Excerpted records:

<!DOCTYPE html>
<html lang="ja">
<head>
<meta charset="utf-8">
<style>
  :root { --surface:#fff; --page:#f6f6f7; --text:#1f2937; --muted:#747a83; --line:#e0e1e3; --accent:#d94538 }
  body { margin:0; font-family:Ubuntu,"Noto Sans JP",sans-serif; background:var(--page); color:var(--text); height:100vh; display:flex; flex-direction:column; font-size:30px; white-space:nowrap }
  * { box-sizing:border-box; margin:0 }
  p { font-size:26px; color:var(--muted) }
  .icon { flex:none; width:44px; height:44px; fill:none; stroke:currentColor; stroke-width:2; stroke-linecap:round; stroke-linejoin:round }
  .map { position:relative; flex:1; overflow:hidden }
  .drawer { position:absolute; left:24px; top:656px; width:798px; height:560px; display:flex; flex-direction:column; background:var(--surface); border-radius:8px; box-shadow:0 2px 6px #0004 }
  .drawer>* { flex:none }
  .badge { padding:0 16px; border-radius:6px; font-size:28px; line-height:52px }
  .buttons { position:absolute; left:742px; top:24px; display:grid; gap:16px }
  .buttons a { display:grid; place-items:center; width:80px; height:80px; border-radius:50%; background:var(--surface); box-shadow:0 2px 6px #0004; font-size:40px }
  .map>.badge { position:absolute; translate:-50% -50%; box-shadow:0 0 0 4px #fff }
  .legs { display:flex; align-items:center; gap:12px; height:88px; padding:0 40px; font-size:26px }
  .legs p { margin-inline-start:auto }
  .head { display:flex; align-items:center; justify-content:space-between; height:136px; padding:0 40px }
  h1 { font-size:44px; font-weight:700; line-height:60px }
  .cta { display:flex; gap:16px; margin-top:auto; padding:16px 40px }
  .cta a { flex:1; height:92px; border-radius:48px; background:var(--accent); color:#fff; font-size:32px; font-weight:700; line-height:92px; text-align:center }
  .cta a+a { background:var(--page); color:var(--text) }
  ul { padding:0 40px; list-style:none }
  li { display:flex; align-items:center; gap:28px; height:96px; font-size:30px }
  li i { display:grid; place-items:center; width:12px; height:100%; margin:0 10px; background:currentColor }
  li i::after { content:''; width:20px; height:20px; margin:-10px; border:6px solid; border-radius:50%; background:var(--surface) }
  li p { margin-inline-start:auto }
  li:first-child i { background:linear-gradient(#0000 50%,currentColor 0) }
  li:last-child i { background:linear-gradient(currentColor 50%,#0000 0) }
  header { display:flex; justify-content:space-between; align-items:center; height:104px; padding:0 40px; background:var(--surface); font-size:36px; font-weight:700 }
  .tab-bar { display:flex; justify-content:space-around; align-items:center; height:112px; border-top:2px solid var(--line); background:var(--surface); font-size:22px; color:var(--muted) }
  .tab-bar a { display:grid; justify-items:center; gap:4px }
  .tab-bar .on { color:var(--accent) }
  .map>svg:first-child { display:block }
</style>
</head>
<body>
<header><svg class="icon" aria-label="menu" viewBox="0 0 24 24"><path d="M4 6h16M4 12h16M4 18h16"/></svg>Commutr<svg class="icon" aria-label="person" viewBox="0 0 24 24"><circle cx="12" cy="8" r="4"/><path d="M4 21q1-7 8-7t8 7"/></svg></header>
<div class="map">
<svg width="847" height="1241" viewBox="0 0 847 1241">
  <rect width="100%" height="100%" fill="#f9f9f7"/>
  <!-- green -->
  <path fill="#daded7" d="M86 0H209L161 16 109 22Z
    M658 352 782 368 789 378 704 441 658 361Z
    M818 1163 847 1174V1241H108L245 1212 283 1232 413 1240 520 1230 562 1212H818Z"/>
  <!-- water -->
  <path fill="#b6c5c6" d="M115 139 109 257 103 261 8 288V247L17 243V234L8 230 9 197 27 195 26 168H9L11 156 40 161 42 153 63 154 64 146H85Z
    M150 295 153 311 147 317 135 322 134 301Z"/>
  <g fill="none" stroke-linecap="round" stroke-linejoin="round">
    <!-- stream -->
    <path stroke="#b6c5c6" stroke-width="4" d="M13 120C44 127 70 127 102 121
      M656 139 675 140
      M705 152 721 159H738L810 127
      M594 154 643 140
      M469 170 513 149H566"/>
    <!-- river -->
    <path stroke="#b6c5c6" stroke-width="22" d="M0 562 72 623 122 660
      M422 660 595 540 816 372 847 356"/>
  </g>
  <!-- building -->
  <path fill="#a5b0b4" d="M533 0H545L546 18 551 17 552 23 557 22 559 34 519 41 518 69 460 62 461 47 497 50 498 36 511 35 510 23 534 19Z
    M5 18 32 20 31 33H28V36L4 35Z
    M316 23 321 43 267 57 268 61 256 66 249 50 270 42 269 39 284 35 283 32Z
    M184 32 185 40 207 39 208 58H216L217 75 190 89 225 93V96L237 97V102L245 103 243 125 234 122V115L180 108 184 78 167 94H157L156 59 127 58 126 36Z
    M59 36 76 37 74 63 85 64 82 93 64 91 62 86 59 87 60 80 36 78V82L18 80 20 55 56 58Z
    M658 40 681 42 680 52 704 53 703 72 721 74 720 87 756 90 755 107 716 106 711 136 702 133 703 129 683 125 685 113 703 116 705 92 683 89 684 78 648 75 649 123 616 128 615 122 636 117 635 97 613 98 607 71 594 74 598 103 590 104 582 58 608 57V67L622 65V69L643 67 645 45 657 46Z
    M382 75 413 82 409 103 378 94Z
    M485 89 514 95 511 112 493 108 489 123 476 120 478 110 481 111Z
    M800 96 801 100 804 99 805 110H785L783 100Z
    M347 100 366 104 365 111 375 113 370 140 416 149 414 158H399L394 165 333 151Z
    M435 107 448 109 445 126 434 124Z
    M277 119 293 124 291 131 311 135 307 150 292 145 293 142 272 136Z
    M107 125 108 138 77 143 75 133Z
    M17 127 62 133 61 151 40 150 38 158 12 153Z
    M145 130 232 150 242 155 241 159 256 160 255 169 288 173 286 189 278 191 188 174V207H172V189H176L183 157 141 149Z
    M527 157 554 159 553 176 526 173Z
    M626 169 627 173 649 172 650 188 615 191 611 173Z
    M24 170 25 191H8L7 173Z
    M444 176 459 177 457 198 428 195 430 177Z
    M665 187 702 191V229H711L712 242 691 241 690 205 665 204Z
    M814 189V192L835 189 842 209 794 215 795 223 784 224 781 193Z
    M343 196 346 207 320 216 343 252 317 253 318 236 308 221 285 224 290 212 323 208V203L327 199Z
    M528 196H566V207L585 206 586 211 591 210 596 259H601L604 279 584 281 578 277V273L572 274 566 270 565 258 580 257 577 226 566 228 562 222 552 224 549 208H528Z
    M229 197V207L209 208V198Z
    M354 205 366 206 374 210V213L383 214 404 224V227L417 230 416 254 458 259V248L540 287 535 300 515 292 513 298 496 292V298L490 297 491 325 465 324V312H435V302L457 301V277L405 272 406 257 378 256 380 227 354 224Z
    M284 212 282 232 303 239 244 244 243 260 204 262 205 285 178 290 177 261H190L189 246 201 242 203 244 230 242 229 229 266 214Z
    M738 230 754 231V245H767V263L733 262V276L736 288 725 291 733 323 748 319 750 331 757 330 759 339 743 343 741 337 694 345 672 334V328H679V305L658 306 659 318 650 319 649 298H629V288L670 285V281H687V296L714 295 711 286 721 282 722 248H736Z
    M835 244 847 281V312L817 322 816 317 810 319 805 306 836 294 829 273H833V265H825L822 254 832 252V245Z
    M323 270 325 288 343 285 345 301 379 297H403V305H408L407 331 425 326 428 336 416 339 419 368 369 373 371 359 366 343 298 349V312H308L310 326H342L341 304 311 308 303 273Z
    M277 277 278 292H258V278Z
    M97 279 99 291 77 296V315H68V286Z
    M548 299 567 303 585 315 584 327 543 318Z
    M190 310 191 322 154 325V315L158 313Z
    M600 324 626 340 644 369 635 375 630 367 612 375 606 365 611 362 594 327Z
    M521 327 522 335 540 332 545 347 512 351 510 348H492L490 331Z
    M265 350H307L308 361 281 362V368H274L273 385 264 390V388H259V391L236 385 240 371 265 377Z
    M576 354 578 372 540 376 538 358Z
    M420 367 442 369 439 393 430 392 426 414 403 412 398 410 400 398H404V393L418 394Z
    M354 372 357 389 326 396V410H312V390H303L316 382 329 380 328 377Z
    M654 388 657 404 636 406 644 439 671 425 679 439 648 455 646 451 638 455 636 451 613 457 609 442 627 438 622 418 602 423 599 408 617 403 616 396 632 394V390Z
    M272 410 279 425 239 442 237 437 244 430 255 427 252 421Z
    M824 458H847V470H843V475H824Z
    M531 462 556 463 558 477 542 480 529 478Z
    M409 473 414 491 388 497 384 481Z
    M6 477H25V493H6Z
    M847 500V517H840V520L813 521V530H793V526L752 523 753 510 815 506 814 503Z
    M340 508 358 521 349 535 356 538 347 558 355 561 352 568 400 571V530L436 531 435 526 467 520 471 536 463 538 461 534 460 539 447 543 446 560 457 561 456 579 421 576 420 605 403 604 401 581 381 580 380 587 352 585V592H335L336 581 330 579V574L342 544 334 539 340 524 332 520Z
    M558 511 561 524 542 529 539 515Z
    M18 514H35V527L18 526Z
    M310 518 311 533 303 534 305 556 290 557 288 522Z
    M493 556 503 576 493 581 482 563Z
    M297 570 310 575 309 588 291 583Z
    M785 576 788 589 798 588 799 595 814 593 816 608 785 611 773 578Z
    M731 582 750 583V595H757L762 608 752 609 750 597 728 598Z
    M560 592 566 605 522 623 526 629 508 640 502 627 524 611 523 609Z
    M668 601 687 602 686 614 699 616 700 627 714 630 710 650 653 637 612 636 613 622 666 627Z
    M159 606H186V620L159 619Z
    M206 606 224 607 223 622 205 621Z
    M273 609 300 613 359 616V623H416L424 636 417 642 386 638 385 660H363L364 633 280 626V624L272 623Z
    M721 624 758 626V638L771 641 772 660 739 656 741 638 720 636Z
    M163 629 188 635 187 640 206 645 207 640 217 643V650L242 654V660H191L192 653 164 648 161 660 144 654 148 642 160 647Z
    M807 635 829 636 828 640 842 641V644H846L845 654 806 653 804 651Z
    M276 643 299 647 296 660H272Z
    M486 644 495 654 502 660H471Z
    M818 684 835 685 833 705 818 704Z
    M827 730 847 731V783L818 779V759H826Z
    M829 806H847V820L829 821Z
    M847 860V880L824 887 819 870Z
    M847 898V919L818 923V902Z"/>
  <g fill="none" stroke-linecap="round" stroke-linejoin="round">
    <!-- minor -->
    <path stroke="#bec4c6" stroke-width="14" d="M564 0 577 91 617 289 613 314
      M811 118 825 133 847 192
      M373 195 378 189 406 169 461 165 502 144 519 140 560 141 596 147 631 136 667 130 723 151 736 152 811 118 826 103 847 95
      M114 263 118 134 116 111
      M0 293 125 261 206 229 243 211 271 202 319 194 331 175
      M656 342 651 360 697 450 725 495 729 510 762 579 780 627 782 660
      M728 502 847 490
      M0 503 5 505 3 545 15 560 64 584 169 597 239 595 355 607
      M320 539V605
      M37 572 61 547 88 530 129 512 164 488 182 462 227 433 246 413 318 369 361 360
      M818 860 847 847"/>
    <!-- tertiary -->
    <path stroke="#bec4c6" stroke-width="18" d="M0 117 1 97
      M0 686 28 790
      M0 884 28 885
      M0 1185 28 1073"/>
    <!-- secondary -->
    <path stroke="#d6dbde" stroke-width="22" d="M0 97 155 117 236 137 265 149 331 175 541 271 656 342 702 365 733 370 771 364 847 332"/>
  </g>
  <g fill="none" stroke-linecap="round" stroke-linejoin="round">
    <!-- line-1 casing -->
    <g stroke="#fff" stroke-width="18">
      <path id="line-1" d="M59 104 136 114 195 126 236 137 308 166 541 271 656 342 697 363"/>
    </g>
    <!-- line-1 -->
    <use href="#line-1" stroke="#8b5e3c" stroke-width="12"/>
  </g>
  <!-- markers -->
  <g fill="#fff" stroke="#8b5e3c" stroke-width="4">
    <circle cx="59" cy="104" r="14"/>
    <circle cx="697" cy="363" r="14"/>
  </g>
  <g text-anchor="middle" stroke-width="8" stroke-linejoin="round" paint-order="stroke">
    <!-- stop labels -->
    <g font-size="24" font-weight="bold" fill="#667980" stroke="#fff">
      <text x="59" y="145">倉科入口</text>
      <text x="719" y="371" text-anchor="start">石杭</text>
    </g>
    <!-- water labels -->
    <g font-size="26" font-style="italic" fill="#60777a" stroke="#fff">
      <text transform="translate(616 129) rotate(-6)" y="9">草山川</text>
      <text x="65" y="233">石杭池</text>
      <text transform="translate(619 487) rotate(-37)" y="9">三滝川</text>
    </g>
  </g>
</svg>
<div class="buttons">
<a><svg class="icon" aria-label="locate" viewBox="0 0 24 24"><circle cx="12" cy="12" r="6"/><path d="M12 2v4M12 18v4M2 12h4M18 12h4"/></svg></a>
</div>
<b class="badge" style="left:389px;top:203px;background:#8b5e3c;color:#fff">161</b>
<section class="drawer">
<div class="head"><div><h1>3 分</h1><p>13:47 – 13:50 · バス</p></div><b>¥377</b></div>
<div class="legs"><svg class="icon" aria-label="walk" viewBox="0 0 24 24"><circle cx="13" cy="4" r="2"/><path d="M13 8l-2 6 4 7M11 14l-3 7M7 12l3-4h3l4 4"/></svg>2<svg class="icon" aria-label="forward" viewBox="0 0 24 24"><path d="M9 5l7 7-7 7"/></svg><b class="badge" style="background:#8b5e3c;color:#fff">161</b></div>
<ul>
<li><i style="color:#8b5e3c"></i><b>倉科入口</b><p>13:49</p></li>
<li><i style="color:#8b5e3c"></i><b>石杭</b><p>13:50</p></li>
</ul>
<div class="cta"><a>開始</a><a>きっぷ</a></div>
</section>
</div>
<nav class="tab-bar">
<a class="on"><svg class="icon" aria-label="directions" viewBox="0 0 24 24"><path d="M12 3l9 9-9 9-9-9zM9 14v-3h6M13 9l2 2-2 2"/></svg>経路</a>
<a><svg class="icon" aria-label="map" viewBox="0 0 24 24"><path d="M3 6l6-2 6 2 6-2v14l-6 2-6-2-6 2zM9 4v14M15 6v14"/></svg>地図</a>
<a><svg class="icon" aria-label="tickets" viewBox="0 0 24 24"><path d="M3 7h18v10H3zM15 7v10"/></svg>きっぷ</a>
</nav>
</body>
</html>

Your instructions: If a line of the records above holds the word "body", show it.

Solution to this task:
  body { margin:0; font-family:Ubuntu,"Noto Sans JP",sans-serif; background:var(--page); color:var(--text); height:100vh; display:flex; flex-direction:column; font-size:30px; white-space:nowrap }
<body>
</body>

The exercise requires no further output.